[Stored dataset items]
==================================================

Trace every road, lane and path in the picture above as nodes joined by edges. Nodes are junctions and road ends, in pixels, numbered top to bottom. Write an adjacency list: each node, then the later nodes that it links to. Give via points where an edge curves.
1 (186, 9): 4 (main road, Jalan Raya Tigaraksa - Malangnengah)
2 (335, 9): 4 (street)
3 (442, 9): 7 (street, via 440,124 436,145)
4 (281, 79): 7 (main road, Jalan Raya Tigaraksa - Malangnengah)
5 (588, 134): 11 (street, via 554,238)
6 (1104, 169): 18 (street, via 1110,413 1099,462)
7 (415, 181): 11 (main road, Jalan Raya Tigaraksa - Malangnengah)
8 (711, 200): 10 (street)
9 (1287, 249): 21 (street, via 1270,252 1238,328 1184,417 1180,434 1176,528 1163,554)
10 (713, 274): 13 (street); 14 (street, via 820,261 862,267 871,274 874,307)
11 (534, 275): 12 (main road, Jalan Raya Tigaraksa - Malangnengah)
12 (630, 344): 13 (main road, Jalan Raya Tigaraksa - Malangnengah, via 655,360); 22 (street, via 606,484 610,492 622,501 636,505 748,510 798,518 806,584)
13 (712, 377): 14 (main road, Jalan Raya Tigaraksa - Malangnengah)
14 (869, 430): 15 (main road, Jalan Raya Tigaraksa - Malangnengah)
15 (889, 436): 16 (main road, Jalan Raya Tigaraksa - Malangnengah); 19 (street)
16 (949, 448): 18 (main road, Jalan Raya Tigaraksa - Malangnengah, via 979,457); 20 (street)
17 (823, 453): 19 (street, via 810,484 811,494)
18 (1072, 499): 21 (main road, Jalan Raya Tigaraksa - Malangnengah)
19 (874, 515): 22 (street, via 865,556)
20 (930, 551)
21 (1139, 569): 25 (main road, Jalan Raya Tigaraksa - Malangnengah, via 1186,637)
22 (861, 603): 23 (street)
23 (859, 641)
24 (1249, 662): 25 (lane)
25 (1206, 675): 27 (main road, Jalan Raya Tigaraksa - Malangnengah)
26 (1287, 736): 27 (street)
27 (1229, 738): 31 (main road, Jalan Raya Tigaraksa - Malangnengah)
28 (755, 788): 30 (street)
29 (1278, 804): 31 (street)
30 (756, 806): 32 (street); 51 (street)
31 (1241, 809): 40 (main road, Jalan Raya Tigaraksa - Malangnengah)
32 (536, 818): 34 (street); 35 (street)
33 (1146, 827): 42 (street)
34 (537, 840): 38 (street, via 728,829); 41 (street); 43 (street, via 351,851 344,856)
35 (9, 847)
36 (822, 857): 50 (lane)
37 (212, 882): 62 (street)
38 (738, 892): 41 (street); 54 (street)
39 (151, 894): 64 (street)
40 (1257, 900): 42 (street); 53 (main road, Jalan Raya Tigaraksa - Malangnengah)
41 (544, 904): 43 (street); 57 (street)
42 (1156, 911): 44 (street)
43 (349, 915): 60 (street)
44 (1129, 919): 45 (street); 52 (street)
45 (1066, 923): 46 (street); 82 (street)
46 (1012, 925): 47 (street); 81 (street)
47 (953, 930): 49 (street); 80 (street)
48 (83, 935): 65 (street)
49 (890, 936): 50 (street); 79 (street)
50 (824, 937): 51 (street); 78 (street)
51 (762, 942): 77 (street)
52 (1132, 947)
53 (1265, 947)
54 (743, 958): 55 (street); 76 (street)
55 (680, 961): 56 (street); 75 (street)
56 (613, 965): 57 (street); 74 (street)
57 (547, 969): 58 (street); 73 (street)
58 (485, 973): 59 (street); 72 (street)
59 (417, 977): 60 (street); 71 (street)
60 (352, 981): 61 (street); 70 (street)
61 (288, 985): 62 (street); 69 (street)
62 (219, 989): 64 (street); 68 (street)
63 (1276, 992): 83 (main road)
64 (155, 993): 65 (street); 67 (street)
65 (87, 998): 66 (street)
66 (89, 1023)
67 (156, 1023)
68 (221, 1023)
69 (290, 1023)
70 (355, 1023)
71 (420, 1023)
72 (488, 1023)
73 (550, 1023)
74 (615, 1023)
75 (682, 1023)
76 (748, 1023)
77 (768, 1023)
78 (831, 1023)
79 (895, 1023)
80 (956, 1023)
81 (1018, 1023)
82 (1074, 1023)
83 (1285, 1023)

==================================================

Transcribe the data above in its entirety, exactly.

Trace every road, lane and path in the picture above as nodes joined by edges. Nodes are junctions and road ends, in pixels, numbered top to bottom. Write an adjacency list: each node, then the later nodes that it links to. Give via points where an edge curves.
1 (186, 9): 4 (main road, Jalan Raya Tigaraksa - Malangnengah)
2 (335, 9): 4 (street)
3 (442, 9): 7 (street, via 440,124 436,145)
4 (281, 79): 7 (main road, Jalan Raya Tigaraksa - Malangnengah)
5 (588, 134): 11 (street, via 554,238)
6 (1104, 169): 18 (street, via 1110,413 1099,462)
7 (415, 181): 11 (main road, Jalan Raya Tigaraksa - Malangnengah)
8 (711, 200): 10 (street)
9 (1287, 249): 21 (street, via 1270,252 1238,328 1184,417 1180,434 1176,528 1163,554)
10 (713, 274): 13 (street); 14 (street, via 820,261 862,267 871,274 874,307)
11 (534, 275): 12 (main road, Jalan Raya Tigaraksa - Malangnengah)
12 (630, 344): 13 (main road, Jalan Raya Tigaraksa - Malangnengah, via 655,360); 22 (street, via 606,484 610,492 622,501 636,505 748,510 798,518 806,584)
13 (712, 377): 14 (main road, Jalan Raya Tigaraksa - Malangnengah)
14 (869, 430): 15 (main road, Jalan Raya Tigaraksa - Malangnengah)
15 (889, 436): 16 (main road, Jalan Raya Tigaraksa - Malangnengah); 19 (street)
16 (949, 448): 18 (main road, Jalan Raya Tigaraksa - Malangnengah, via 979,457); 20 (street)
17 (823, 453): 19 (street, via 810,484 811,494)
18 (1072, 499): 21 (main road, Jalan Raya Tigaraksa - Malangnengah)
19 (874, 515): 22 (street, via 865,556)
20 (930, 551)
21 (1139, 569): 25 (main road, Jalan Raya Tigaraksa - Malangnengah, via 1186,637)
22 (861, 603): 23 (street)
23 (859, 641)
24 (1249, 662): 25 (lane)
25 (1206, 675): 27 (main road, Jalan Raya Tigaraksa - Malangnengah)
26 (1287, 736): 27 (street)
27 (1229, 738): 31 (main road, Jalan Raya Tigaraksa - Malangnengah)
28 (755, 788): 30 (street)
29 (1278, 804): 31 (street)
30 (756, 806): 32 (street); 51 (street)
31 (1241, 809): 40 (main road, Jalan Raya Tigaraksa - Malangnengah)
32 (536, 818): 34 (street); 35 (street)
33 (1146, 827): 42 (street)
34 (537, 840): 38 (street, via 728,829); 41 (street); 43 (street, via 351,851 344,856)
35 (9, 847)
36 (822, 857): 50 (lane)
37 (212, 882): 62 (street)
38 (738, 892): 41 (street); 54 (street)
39 (151, 894): 64 (street)
40 (1257, 900): 42 (street); 53 (main road, Jalan Raya Tigaraksa - Malangnengah)
41 (544, 904): 43 (street); 57 (street)
42 (1156, 911): 44 (street)
43 (349, 915): 60 (street)
44 (1129, 919): 45 (street); 52 (street)
45 (1066, 923): 46 (street); 82 (street)
46 (1012, 925): 47 (street); 81 (street)
47 (953, 930): 49 (street); 80 (street)
48 (83, 935): 65 (street)
49 (890, 936): 50 (street); 79 (street)
50 (824, 937): 51 (street); 78 (street)
51 (762, 942): 77 (street)
52 (1132, 947)
53 (1265, 947)
54 (743, 958): 55 (street); 76 (street)
55 (680, 961): 56 (street); 75 (street)
56 (613, 965): 57 (street); 74 (street)
57 (547, 969): 58 (street); 73 (street)
58 (485, 973): 59 (street); 72 (street)
59 (417, 977): 60 (street); 71 (street)
60 (352, 981): 61 (street); 70 (street)
61 (288, 985): 62 (street); 69 (street)
62 (219, 989): 64 (street); 68 (street)
63 (1276, 992): 83 (main road)
64 (155, 993): 65 (street); 67 (street)
65 (87, 998): 66 (street)
66 (89, 1023)
67 (156, 1023)
68 (221, 1023)
69 (290, 1023)
70 (355, 1023)
71 (420, 1023)
72 (488, 1023)
73 (550, 1023)
74 (615, 1023)
75 (682, 1023)
76 (748, 1023)
77 (768, 1023)
78 (831, 1023)
79 (895, 1023)
80 (956, 1023)
81 (1018, 1023)
82 (1074, 1023)
83 (1285, 1023)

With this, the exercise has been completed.